I don’t have any particular attachment to the 1950s. I’m not old enough to remember it, not conservative enough to want to return to it, and despite having spent my elementary school years watching hundreds of films produced between the thirties and the sixties, the fifties in particular have never held much draw for me.
But there’s something unsettling to me about this recent trajectory. As a former history student, or maybe simply as a person, there’s something discomfiting about how easily we’ve reduced the real people of this era into a caricatured, contextless trope.
Apart from everything else, it doesn’t make much historical sense. Much has been made of “the perfect 1950s housewife” and the symbolism that surrounds her. But the idea that those things were in some way performative, or unnatural, always has been puzzling to me. Women in the fifties wore lipstick because women in the forties, thirties, and twenties had worn lipstick. They wore dresses and aprons because women in the decades prior had done the same. The only difference was that now they could have broad skirts – because the fabric wasn’t rationed. They could have vibrant colors – because they were no longer wearing faded hand-me-downs. In many ways, the culture was exactly what it always had been, but with one significant difference: for the first time in a long time, they could live without strain.
And that, I suppose, is what makes our mockery of the era so uncomfortable.

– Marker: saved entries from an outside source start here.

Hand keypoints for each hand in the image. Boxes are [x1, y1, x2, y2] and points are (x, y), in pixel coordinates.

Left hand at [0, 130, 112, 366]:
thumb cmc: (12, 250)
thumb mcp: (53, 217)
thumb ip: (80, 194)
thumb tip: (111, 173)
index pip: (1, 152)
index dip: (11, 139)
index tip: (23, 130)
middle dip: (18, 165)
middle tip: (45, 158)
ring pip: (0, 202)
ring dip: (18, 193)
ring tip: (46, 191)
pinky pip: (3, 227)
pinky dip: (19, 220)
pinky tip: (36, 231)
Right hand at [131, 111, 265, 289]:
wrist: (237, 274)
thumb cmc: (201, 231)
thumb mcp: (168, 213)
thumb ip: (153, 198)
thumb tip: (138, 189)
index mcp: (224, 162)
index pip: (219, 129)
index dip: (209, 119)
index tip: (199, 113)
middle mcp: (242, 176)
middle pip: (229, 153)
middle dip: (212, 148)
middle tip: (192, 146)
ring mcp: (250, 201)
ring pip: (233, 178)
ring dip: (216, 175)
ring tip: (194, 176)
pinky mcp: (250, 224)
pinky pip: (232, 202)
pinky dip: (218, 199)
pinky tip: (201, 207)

These were people who had waited their whole lives to be happy – through childhoods in the Great Depression, through young adulthoods spent at war – and they had reached a moment where everything lined up for the positive, for the first time in their lives.
In the years since, we’ve distorted that era’s happiness into something cartoonishly shallow – empty – full big fake smiles and vacant stupid eyes. But their happiness wasn’t just happiness, it was relief. And relief – after twenty years of hardship – is one of the last things to be fake.
Did the fifties have its vices? Absolutely. That’s beyond dispute. But they were not suddenly worse vices than they had been in the forties, or the thirties, or any of the years before then. The thing is, it’s hard to point the finger of accusation at boys in khaki as they march off to sacrifice their lives, or at people standing in a breadline. The easiest people to be mad at are people who have achieved happiness, and are living stable lives.
And so, the fifties becomes the natural outlet for all of our retrospective frustrations. That neat ten-year bracket becomes the storage box where we keep all of our resentments towards the past.
It’s a reasonable reaction. Still, there’s something poignant about taking a generation’s first memories of happiness and security – the first years in which they glimpsed a life without either hunger or war – and transforming it into some clownish ugly thing.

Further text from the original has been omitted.